I hadn't planned on seeing any musicals while I was out in Vegas, but Vegas shows are scheduled in such a way that you can usually catch two a night, and, I ask you, how was a theater queen to resist?
So, as I was walking back to my hotel after seeing the Cirque du Soleil show The Beatles: Love (look for my review sometime soon), I found myself cutting through The Venetian, home to Phantom: The Las Vegas Spectacular. It just so happened that the 9:30 show was about to start. I figured what the hell.
As I entered the $40-million custom-built theater, I wondered how different the show would be from when I saw it 20 years ago on Broadway. Phantom takes a lot of flack from theater queens: this semester it was my students' number-one choice for the most overrated musical. People continually decry it as an all-spectacle, no-substance show. Well, these people would likely not be placated by the Vegas production, which takes the spectacle to the nth degree. The theater has been built to resemble the Paris Opera House, with tiers of box seats containing elegantly dressed mannequins. They've also added some superfluous pyrotechnics to Vegas things up a bit.
But the real star of the space is the multi-layer chandelier with three large sections that orbit the audience like spaceships, then join up to take their place for the chandelier's climactic fall. I've never been one for technical theatrics, but even I was impressed. I remember being disappointed with the anticlimactic Broadway chandelier. It falls very slowly, then arcs toward the stage, where you can clearly see the stagehands waiting onstage to catch it. The Vegas version falls in a genuinely exciting fashion: very quickly, right on top of the audience, followed by a blackout.

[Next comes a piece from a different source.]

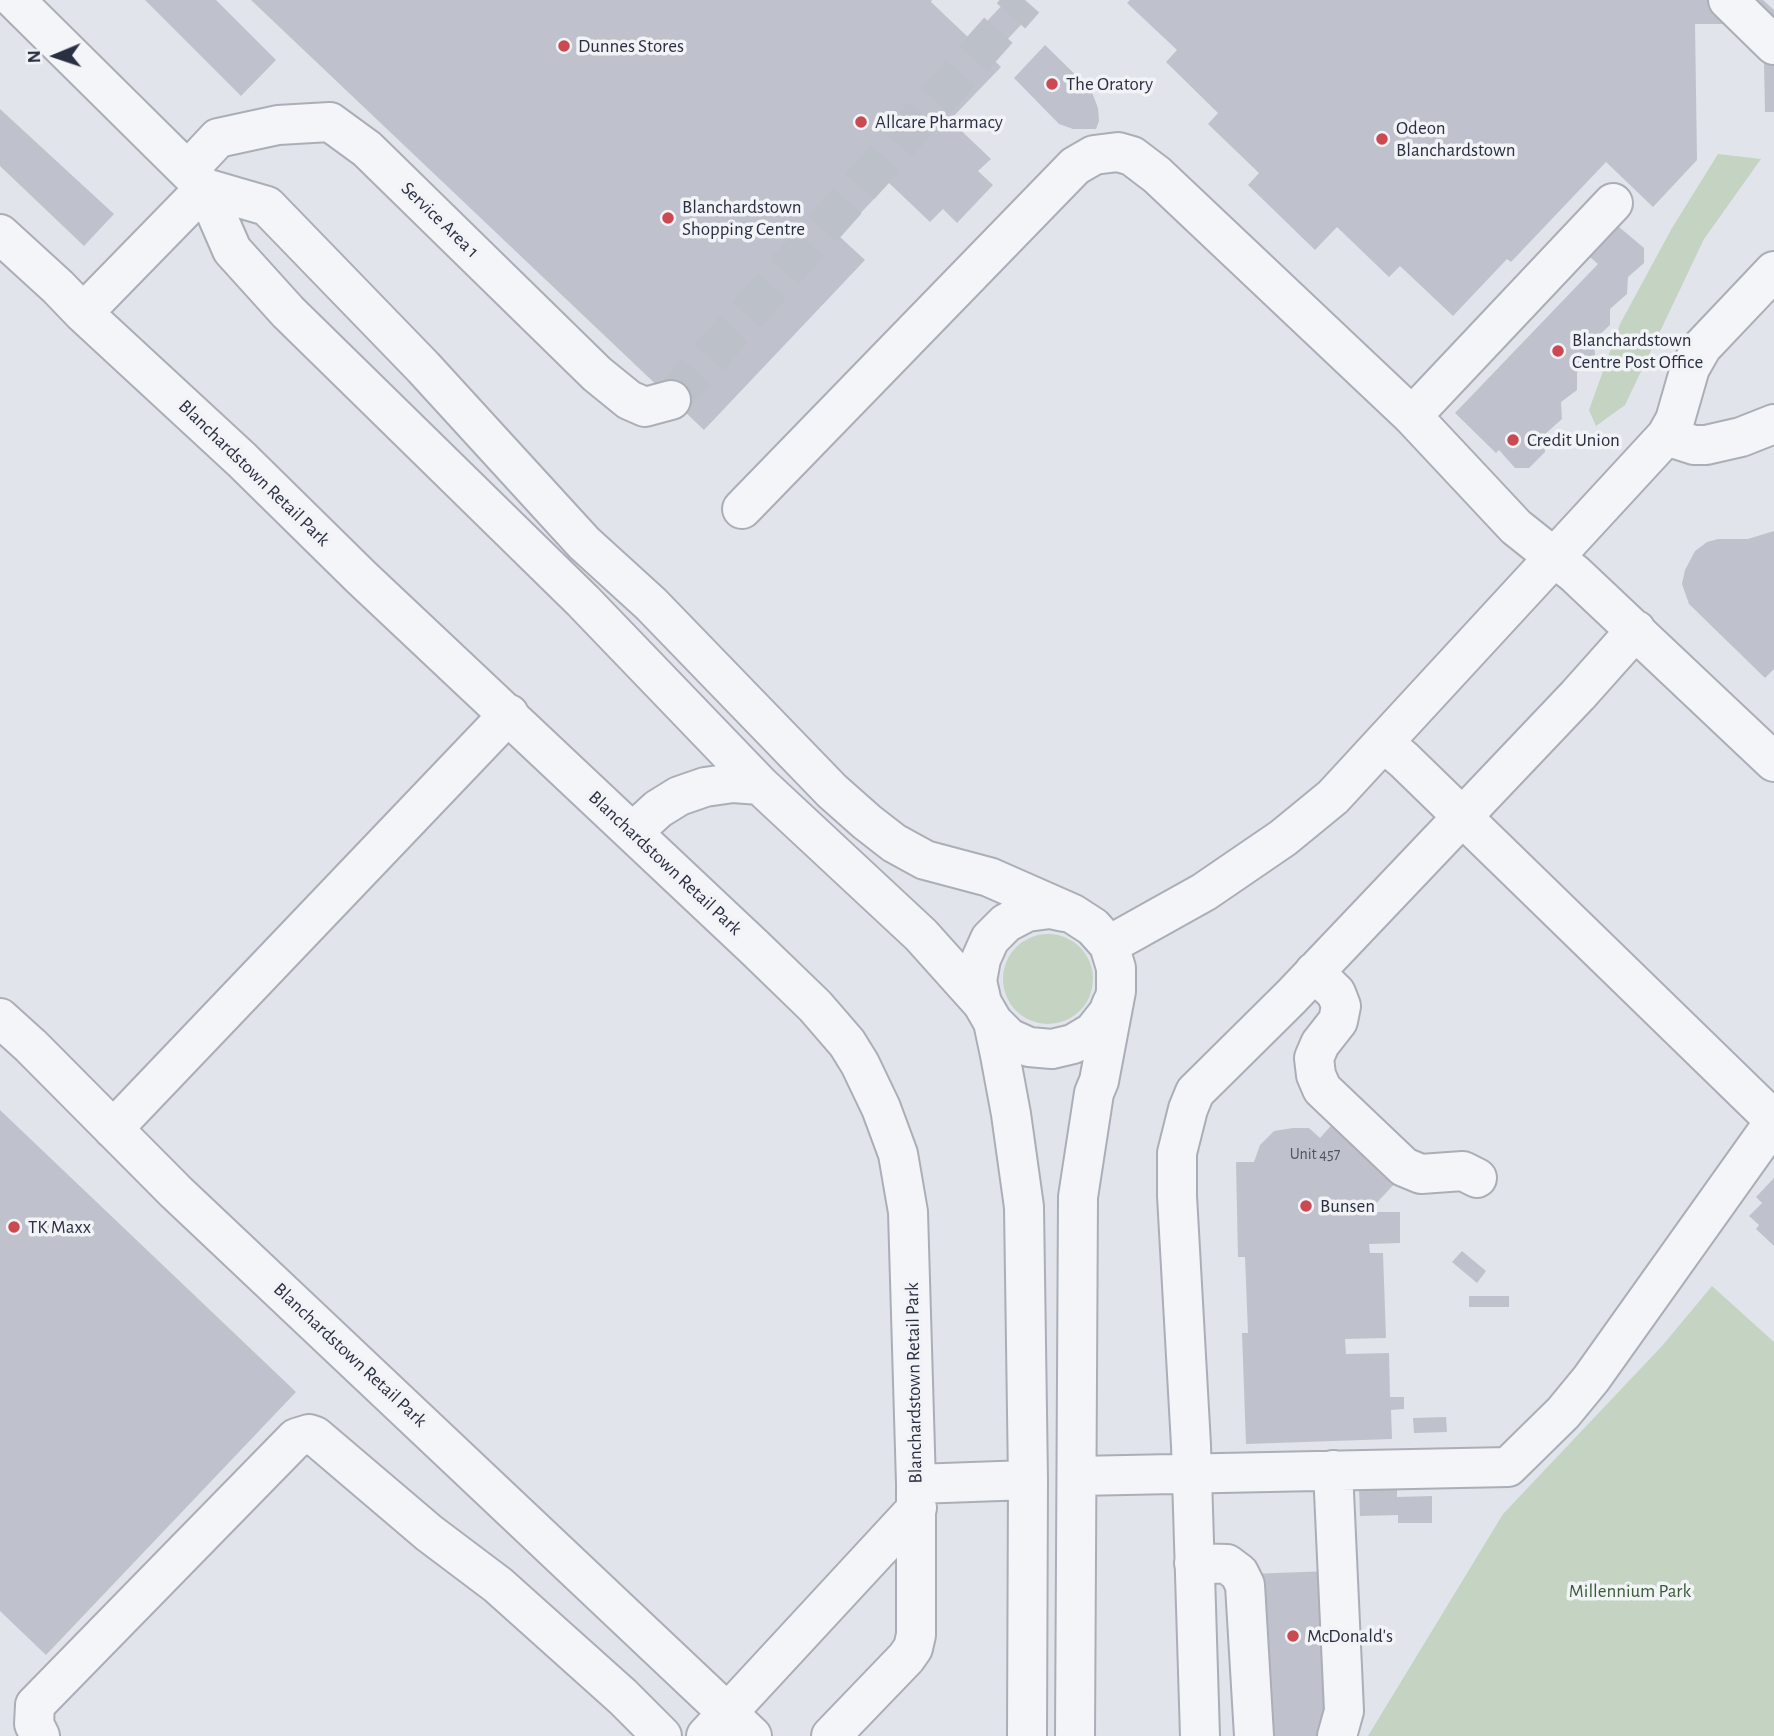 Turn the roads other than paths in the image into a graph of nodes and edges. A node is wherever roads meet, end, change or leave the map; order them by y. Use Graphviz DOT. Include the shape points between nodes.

As for the show itself, well, it's famously been cut down to accommodate the impatient Vegas crowds, although the night I saw it, it ran about ten minutes longer than the show's advertised length of 95 minutes. And, you know what, the show works better shorter. Sure, there's not as much character development, but is that really what we see a show like Phantom for? I found myself genuinely moved by the Phantom's plight, mostly because of the moving performance of standby Michael Lackey as the masked one. Lackey can actually sing the part, unlike original star Michael Crawford, and he brought a stirring sense of pathos to the role, keenly articulating the loneliness and tortured nature of the character. The other performances were professional but perfunctory. Kristi Holden as Christine Daae was vocally letter-perfect, but a bit lacking in the acting department. [CORRECTION: I received a note from Ms. Holden, and apparently she was not on the night I saw the show, but rather the alternate Christine, Erin Stewart. My apologies to Ms. Holden.] Andrew Ragone as Raoul had a similar great voice/flat acting dichotomy.
So, poo poo Phantom if you want. I actually kind of enjoyed myself, although I still think the show's lyrics are alternately meaningless and puerile, sometimes both at the same time. But as a spectacle qua spectacle, it certainly beats the hell out of Cats.